▸ **Task goal**
Which of the lines below contain the string "image"? Pull each one out of the data.

(Data excerpts)
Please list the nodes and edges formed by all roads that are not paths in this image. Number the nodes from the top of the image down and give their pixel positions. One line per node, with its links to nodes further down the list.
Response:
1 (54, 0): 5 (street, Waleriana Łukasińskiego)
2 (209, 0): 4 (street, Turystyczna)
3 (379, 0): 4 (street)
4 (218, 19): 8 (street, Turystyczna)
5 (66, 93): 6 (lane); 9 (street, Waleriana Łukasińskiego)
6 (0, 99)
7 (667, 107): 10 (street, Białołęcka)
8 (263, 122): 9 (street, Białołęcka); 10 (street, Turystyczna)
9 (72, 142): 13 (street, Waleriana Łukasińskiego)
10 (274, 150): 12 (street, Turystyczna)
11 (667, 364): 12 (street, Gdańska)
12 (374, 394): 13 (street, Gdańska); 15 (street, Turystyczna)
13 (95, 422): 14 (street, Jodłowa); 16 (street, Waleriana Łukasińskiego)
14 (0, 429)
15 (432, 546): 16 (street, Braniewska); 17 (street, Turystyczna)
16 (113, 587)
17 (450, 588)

...

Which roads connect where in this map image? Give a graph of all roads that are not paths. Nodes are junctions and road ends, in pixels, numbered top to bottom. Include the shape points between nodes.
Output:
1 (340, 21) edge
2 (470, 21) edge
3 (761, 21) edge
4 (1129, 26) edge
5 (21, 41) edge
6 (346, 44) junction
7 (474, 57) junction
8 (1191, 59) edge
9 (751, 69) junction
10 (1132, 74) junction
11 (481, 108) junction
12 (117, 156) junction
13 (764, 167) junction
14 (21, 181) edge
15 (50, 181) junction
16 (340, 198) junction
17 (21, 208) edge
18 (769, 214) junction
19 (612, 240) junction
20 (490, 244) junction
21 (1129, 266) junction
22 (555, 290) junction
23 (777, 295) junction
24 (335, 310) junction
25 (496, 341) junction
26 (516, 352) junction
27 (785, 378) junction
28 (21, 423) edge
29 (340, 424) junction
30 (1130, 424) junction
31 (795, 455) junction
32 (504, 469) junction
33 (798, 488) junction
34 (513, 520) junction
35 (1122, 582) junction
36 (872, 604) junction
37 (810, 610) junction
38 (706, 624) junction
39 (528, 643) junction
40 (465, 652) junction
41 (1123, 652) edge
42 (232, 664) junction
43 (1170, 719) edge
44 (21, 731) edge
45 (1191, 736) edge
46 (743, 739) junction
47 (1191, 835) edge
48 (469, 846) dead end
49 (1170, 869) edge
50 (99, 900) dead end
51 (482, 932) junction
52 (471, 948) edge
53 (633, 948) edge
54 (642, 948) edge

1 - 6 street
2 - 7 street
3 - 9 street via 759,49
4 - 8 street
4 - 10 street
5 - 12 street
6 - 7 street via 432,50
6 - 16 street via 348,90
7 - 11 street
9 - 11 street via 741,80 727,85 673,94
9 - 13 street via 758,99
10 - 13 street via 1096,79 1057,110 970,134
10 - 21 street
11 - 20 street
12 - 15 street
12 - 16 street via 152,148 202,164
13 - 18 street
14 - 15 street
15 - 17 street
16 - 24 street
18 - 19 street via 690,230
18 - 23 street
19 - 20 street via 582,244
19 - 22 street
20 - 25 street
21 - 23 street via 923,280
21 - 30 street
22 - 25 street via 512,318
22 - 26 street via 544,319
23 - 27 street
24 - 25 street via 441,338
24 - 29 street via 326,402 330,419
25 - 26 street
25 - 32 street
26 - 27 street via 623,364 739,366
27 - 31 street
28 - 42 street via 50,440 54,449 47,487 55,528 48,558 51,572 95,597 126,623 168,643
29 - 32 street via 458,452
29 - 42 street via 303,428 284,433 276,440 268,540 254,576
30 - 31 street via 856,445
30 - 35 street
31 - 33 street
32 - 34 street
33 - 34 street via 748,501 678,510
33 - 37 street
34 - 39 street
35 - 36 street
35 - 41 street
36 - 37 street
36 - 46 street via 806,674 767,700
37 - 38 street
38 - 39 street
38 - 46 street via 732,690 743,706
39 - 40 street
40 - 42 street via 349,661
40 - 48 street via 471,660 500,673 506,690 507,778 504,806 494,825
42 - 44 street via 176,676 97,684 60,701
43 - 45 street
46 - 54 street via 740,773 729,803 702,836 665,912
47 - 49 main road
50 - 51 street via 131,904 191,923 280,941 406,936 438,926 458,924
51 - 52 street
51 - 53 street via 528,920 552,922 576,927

▸ **Exercise response**
Please list the nodes and edges formed by all roads that are not paths in this image. Number the nodes from the top of the image down and give their pixel positions. One line per node, with its links to nodes further down the list.
Which roads connect where in this map image? Give a graph of all roads that are not paths. Nodes are junctions and road ends, in pixels, numbered top to bottom. Include the shape points between nodes.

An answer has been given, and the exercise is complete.